Bisnis.com, JAKARTA — Otoritas Jasa Keuangan atau OJK meyakini bahwa tercapainya kesepakatan tarif Trump antara AS dengan banyak negara, termasuk RI, akan membawa efek positif bagi prospek pertumbuhan ekonomi Indonesia.
Ketua Dewan Komisioner OJK Mahendra Siregar menyebut bahwa proyeksi terbaru Dana Moneter Internasional atau International Monetary Fund (IMF) merupakan pertanda positif dari perkembangan ekonomi terbaru.
IMF menaikkan proyeksi pertumbuhan ekonomi Indonesia pada 2025 dan 2026 dari semula 4,7% menjadi 4,8%, berdasarkan laporan World Economic Outlook (WEO) edisi Juli 2025. IMF juga menaikkan proyeksi pertumbuhan ekonomi global 2025 dari 2,8% menjadi 3,0%.
"Hal ini menunjukkan bahwa sama dengan pandangan yang kami sampaikan, sekalipun kebijakan pemerintah AS [Amerika Serikat] menimbulkan disrupsi besar, tetapi dengan dicapainya kesepakatan menjadi satu sinyal mengenai bagaimana ini akan berujung dalam suatu keputusan ataupun kesepakatan yang kemudian akan menjadi masukan bagi pergerakan ekspor-impor, dan pada responsnya ke investasi dan kepastian berusaha," ujar Mahendra dalam konferensi pers hasil RDK OJK, Senin (4/8/2025).
Menurutnya, revisi outlook ekonomi dari IMF itu menunjukkan bahwa terdapat peluang kondisi ekonomi terus membaik.
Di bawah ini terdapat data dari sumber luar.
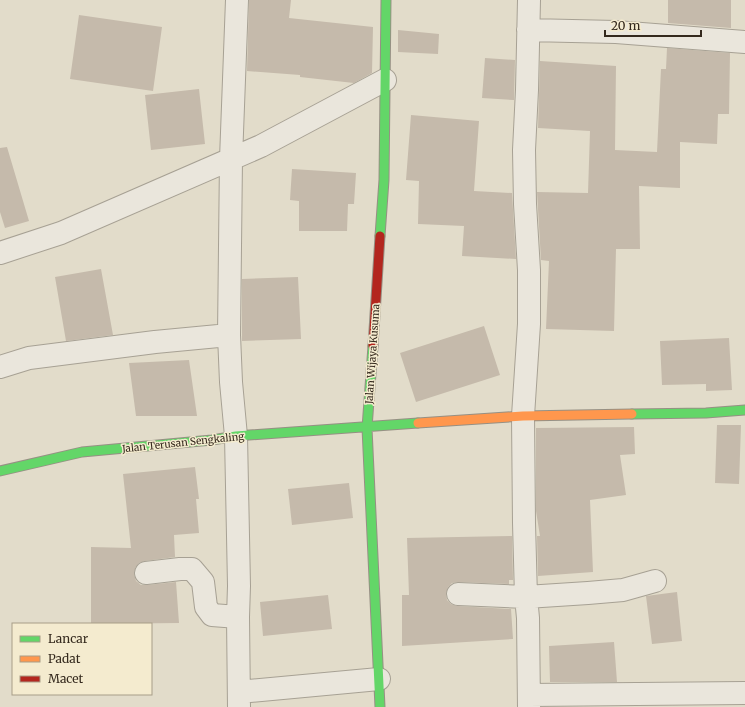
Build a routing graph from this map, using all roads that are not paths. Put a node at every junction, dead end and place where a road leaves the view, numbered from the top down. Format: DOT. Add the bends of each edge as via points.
graph roads {
  1 [pos="237,0"];
  2 [pos="386,0"];
  3 [pos="529,0"];
  4 [pos="528,30"];
  5 [pos="745,42"];
  6 [pos="385,80"];
  7 [pos="231,159"];
  8 [pos="0,253"];
  9 [pos="229,335"];
  10 [pos="0,367"];
  11 [pos="745,410"];
  12 [pos="523,416"];
  13 [pos="367,428"];
  14 [pos="236,436"];
  15 [pos="0,471"];
  16 [pos="146,573"];
  17 [pos="656,581"];
  18 [pos="458,594"];
  19 [pos="526,596"];
  20 [pos="238,617"];
  21 [pos="379,679"];
  22 [pos="745,693"];
  23 [pos="239,700"];
  24 [pos="529,701"];
  25 [pos="380,707"];
  1 -- 7 [label="street"];
  2 -- 6 [label="street, Jalan Wijaya Kusuma"];
  3 -- 4 [label="street"];
  4 -- 5 [label="street" via="616,32"];
  4 -- 12 [label="street" via="524,150 529,324"];
  6 -- 7 [label="street"];
  6 -- 13 [label="street, Jalan Wijaya Kusuma" via="384,180"];
  7 -- 8 [label="street" via="61,233"];
  7 -- 9 [label="street"];
  9 -- 10 [label="street" via="29,358"];
  9 -- 14 [label="street"];
  11 -- 12 [label="street, Jalan Terusan Sengkaling"];
  12 -- 13 [label="street, Jalan Terusan Sengkaling"];
  12 -- 19 [label="street"];
  13 -- 14 [label="street, Jalan Terusan Sengkaling"];
  13 -- 21 [label="street, Jalan Wijaya Kusuma"];
  14 -- 15 [label="street, Jalan Terusan Sengkaling" via="82,452"];
  14 -- 20 [label="street"];
  16 -- 20 [label="street" via="192,570 203,582 206,607 212,615"];
  17 -- 19 [label="street" via="623,590"];
  18 -- 19 [label="street"];
  19 -- 24 [label="street"];
  20 -- 23 [label="street"];
  21 -- 23 [label="street"];
  21 -- 25 [label="street, Jalan Wijaya Kusuma"];
  22 -- 24 [label="street"];
}
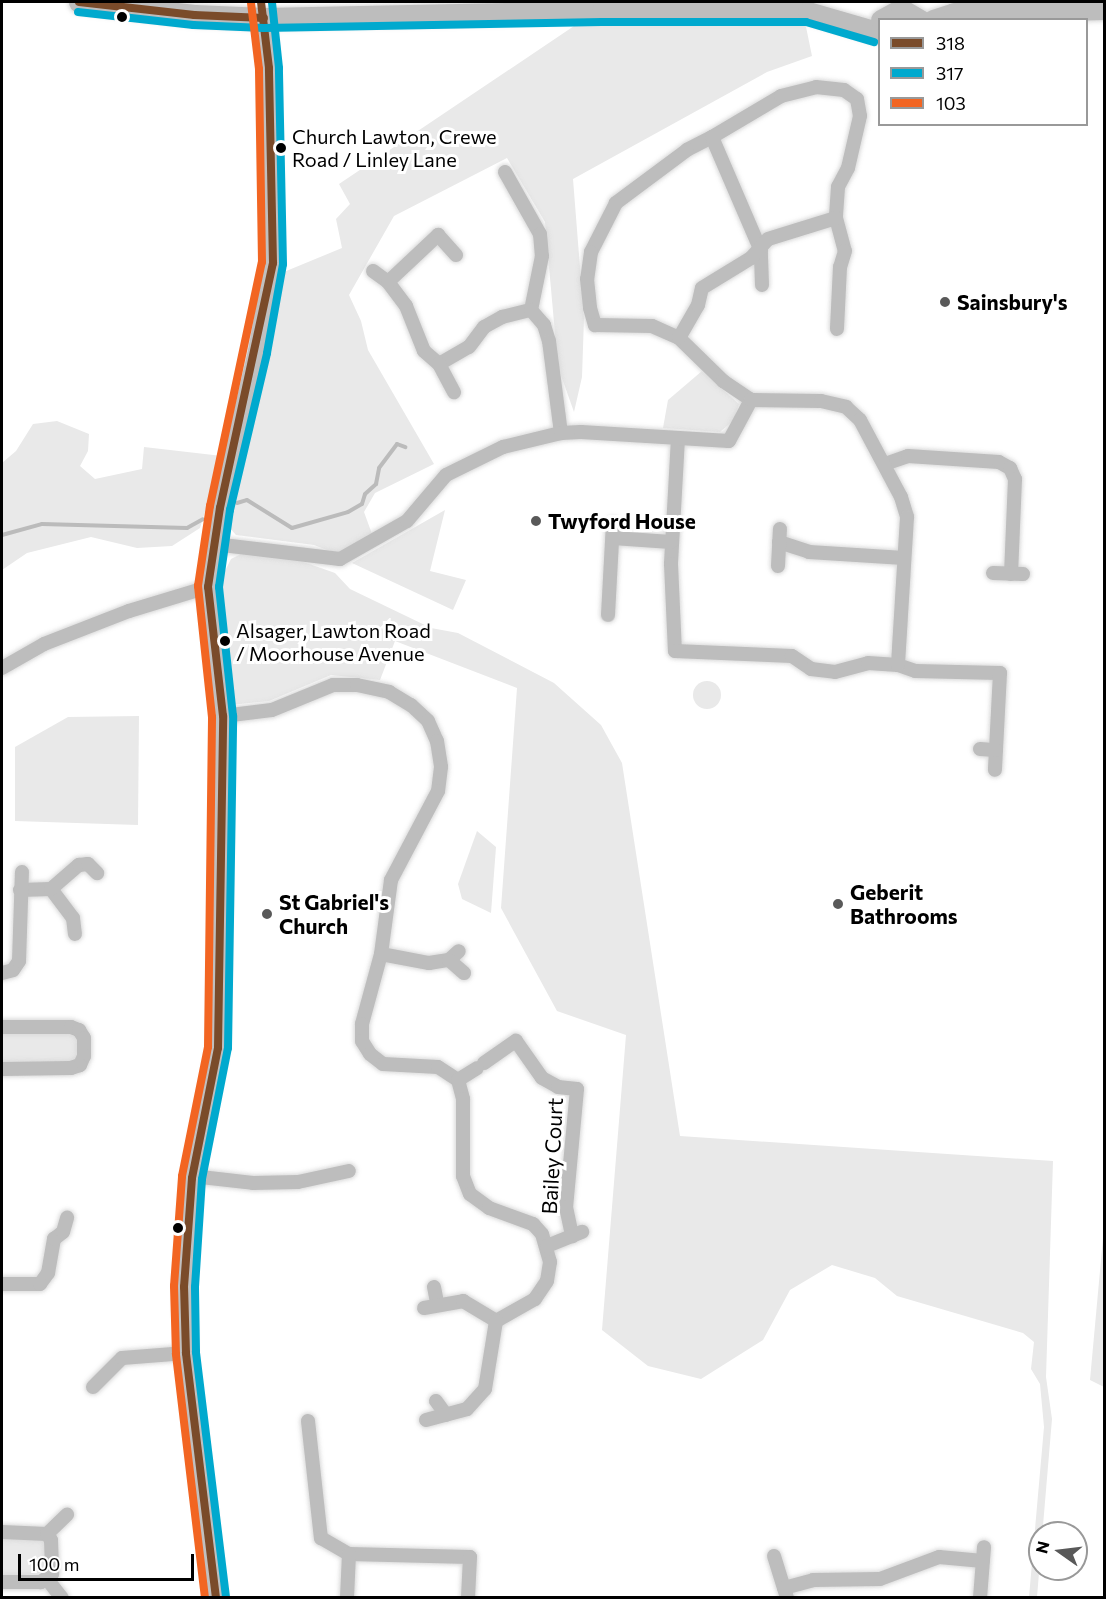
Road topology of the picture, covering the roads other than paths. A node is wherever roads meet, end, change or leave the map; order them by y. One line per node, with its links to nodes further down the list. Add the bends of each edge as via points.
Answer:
1 (79, 2): 2 (main road, via 194,15)
2 (263, 10): 7 (main road, via 808,12); 28 (main road, via 269,68 273,263)
3 (1085, 10): 6 (main road, via 954,13)
4 (891, 18): 5 (main road, via 901,9)
5 (917, 18)
6 (939, 18)
7 (878, 29)
8 (712, 137): 10 (street, via 781,96 816,87 844,90 857,99 859,128 848,168 838,187); 11 (street); 18 (street, via 616,203 602,224 587,279 595,332 652,326)
9 (505, 172): 16 (street, via 540,234 542,256)
10 (836, 218): 11 (street, via 768,238); 17 (street, via 845,251 840,267)
11 (761, 251): 15 (street); 18 (street, via 702,288 698,305)
12 (456, 255): 14 (street, via 438,235)
13 (373, 272): 14 (street)
14 (388, 282): 19 (street, via 405,306 424,351)
15 (762, 285)
16 (531, 310): 19 (street, via 502,317 484,327 469,347); 22 (street, via 544,325 549,341)
17 (837, 329)
18 (679, 338): 21 (street, via 723,381)
19 (439, 364): 20 (street)
20 (454, 392)
21 (751, 400): 23 (street, via 729,441); 24 (street, via 821,401 846,407 860,420)
22 (561, 432): 23 (street); 28 (street, via 502,447 446,475 407,521 340,559)
23 (678, 438): 27 (street)
24 (885, 464): 29 (street, via 907,517); 31 (street, via 908,456 999,462 1010,468 1015,479 1017,574)
25 (614, 524): 26 (street)
26 (613, 538): 27 (street); 33 (street)
27 (671, 542): 34 (street, via 671,656 792,656 811,669 835,672 868,663)
28 (214, 544): 32 (main road)
29 (904, 558): 30 (street, via 809,552 779,535); 34 (street)
30 (778, 566)
31 (993, 573)
32 (208, 587): 35 (street, via 129,611 44,644); 36 (main road)
33 (608, 615)
34 (898, 665): 38 (street, via 915,671 1000,673)
35 (2, 668)
36 (223, 716): 45 (street, via 272,710 333,685 357,685 389,692 428,721 440,752 440,784 397,864); 52 (main road, via 218,1048)
37 (980, 749): 38 (street)
38 (996, 750): 39 (street)
39 (995, 770)
40 (21, 872): 43 (street)
41 (97, 873): 42 (street, via 88,864 79,865)
42 (51, 889): 43 (street); 44 (street, via 73,918)
43 (20, 890): 47 (street, via 19,961 13,970)
44 (75, 934)
45 (381, 954): 46 (street, via 429,963 454,955); 50 (street, via 362,1024 362,1041 383,1064 438,1067)
46 (464, 972)
47 (2, 973)
48 (2, 1027): 49 (street, via 80,1030 84,1056 80,1065 71,1068)
49 (2, 1069)
50 (458, 1080): 54 (street, via 463,1100 463,1176 470,1194 489,1208 533,1224); 54 (street, Bailey Court, via 516,1041 542,1078 558,1087 577,1089 566,1207 577,1234)
51 (349, 1171): 52 (street, via 298,1182 253,1183)
52 (192, 1176): 60 (main road, via 184,1287)
53 (67, 1218): 55 (street, via 63,1232 54,1239 48,1273 40,1284)
54 (547, 1246): 59 (street, via 547,1281 535,1299)
55 (2, 1284)
56 (434, 1287): 57 (street)
57 (438, 1304): 58 (street); 59 (street, via 463,1301)
58 (424, 1308)
59 (496, 1321): 63 (street, via 485,1389 470,1414)
60 (186, 1353): 61 (street, via 122,1358); 78 (main road)
61 (93, 1387)
62 (436, 1401): 63 (street)
63 (446, 1415): 64 (street)
64 (426, 1420)
65 (308, 1421): 70 (street, via 321,1538)
66 (67, 1515): 68 (street)
67 (2, 1532): 68 (street)
68 (47, 1534): 73 (street, via 52,1574)
69 (984, 1546): 72 (street)
70 (348, 1554): 79 (street); 80 (street, via 470,1557)
71 (774, 1556): 75 (street)
72 (983, 1561): 75 (street, via 939,1557 880,1579 813,1580); 76 (street)
73 (47, 1579): 74 (street); 77 (street)
74 (2, 1582)
75 (785, 1592)
76 (980, 1595)
77 (62, 1598)
78 (216, 1598)
79 (346, 1598)
80 (468, 1598)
Hal itu tentu dapat mendukung perbaikan kinerja sektor jasa keuangan, yang pada akhirnya akan mendukung perekonomian masyarakat.
Tidak hanya itu, berbagai peningkatan kinerja ekonomi melalui proyeksi berbagai lembaga, maupun pertumbuhan kinerja lembaga jasa keuangan, membuka peluang revisi pertumbuhan ekonomi lebih tinggi lagi ke depannya.
Baca Juga
"Terutama tadi kalau kita bisa memanfaatkan ruang terbuka dari pengaruh ekspor negara-negara lain, maupun perbaikan iklim usaha dan investasi di Indonesia," ujar Mahendra.
Dilansir Reuters, Hasil survei dari 26 ekonom memperkirakan perekonomian Indonesia pada kuartal II/2025 akan tumbuh melambat. Para ekonom yang disurvei selama 25 Juli—1 Agustus itu memperkirakan bahwa pertumbuhan ekonomi kuartal II/2025 hanya 4,80% (year on year/YoY).
Pertumbuhan PDB pada April—Juni 2025 itu juga diperkirakan sedikit lebih rendah dari pencapaian pada Januari-Maret 2025 atau kuartal I/2025, yakni 4,87% secara tahunan.
Pertumbuhan itu melambat atau menjadi yang terendah dalam kurun waktu empat tahun terakhir pada periode yang sama. Hal itu sejalan dengan beban belanja rumah tangga pada pertumbuhan yang lemah serta mengimbangi peningkatan ekspor.
Meski demikian, PDB kuartal II/2025 diproyeksikan tumbuh 3,70% secara kuartalan dari kuartal I/2025, atau pulih dari kontraksi sekitar 0,98%.
"Keyakinan konsumen menurun, aktivitas industri melambat, dan pengangguran kaum muda tetap tinggi. Angka penjualan ritel riil juga lemah sepanjang kuartal kedua karena rumah tangga tetap berhati-hati dalam berbelanja akibat pertumbuhan upah riil yang stagnan," ujar ekonom asosiasi di Moody's Analytics, Jeemin Bang, dikutip dari Reuters pada Senin (4/8/2025).